Description of the task: Report each line from the data below that holds the word "main".

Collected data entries
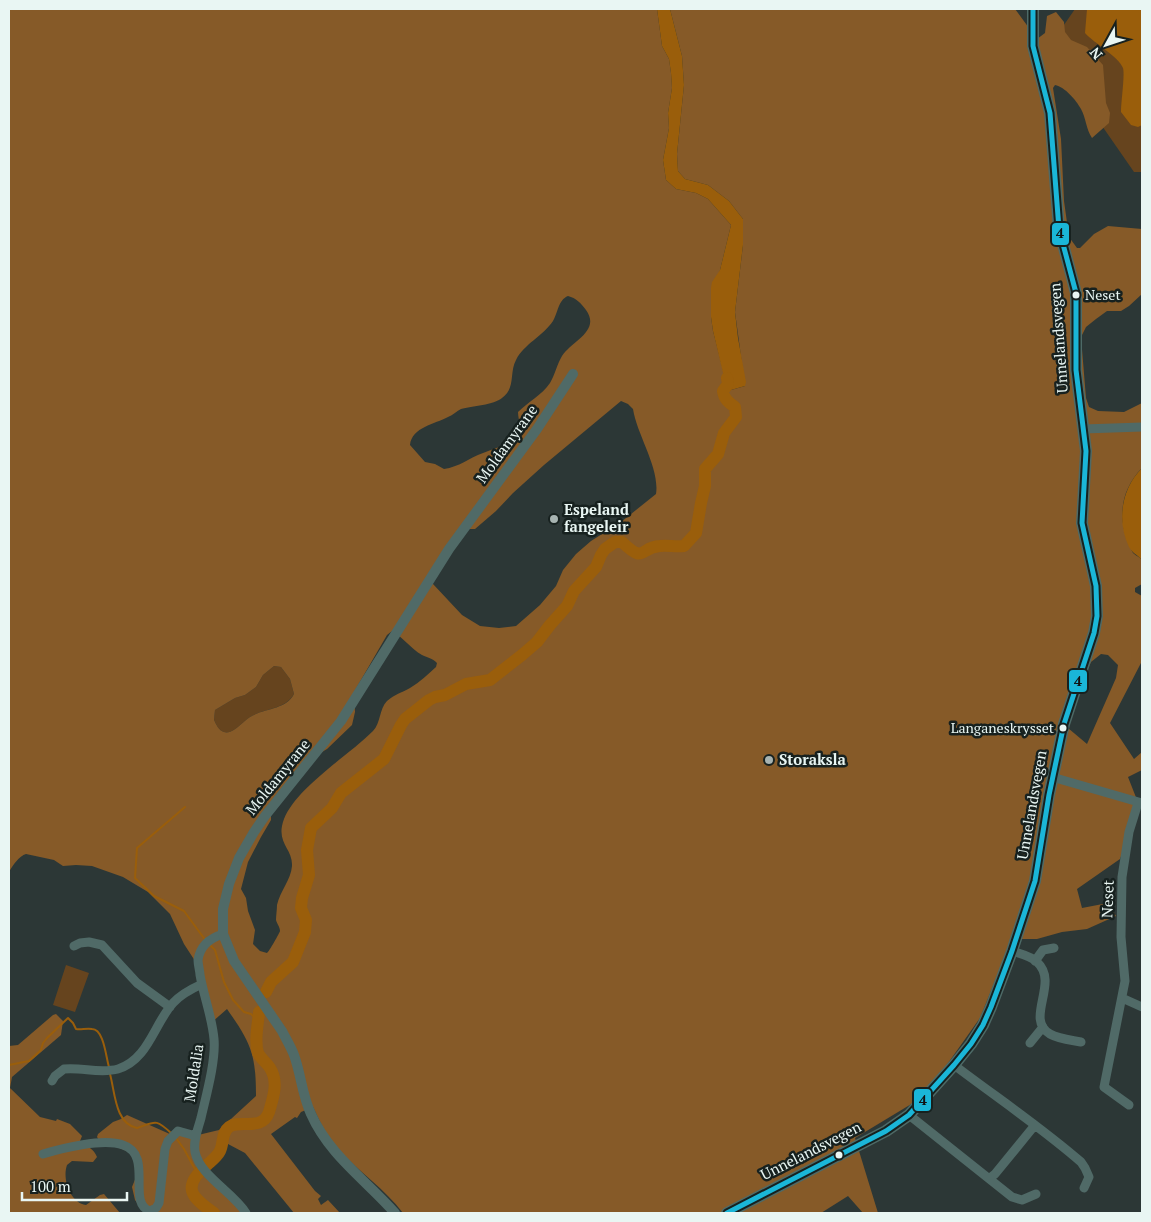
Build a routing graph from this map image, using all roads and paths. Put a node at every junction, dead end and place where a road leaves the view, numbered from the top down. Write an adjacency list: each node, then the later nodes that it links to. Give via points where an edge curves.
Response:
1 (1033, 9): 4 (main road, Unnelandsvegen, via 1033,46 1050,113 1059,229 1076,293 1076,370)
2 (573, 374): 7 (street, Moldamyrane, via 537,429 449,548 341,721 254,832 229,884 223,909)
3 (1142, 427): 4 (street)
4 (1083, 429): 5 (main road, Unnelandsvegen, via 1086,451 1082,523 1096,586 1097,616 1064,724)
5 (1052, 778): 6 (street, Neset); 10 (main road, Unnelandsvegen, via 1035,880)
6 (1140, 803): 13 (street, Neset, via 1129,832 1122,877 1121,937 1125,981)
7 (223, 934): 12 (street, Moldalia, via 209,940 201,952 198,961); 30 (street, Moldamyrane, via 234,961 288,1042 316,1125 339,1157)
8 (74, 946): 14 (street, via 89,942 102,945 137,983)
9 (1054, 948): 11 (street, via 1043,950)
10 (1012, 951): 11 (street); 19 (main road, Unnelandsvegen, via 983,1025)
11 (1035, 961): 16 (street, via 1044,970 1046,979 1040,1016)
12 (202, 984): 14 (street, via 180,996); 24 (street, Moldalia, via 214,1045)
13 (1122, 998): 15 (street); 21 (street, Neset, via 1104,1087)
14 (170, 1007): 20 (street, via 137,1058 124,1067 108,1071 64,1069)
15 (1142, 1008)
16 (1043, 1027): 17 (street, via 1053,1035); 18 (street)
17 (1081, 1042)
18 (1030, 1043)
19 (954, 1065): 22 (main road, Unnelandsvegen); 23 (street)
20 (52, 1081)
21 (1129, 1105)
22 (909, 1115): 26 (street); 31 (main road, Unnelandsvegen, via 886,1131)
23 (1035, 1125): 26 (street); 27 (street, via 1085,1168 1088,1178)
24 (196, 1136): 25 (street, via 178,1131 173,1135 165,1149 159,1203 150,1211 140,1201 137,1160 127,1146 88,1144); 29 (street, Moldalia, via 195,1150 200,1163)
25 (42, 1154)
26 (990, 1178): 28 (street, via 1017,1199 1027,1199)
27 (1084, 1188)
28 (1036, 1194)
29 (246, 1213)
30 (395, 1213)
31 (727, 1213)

Response for this exercise:
1 (1033, 9): 4 (main road, Unnelandsvegen, via 1033,46 1050,113 1059,229 1076,293 1076,370)
4 (1083, 429): 5 (main road, Unnelandsvegen, via 1086,451 1082,523 1096,586 1097,616 1064,724)
5 (1052, 778): 6 (street, Neset); 10 (main road, Unnelandsvegen, via 1035,880)
10 (1012, 951): 11 (street); 19 (main road, Unnelandsvegen, via 983,1025)
19 (954, 1065): 22 (main road, Unnelandsvegen); 23 (street)
22 (909, 1115): 26 (street); 31 (main road, Unnelandsvegen, via 886,1131)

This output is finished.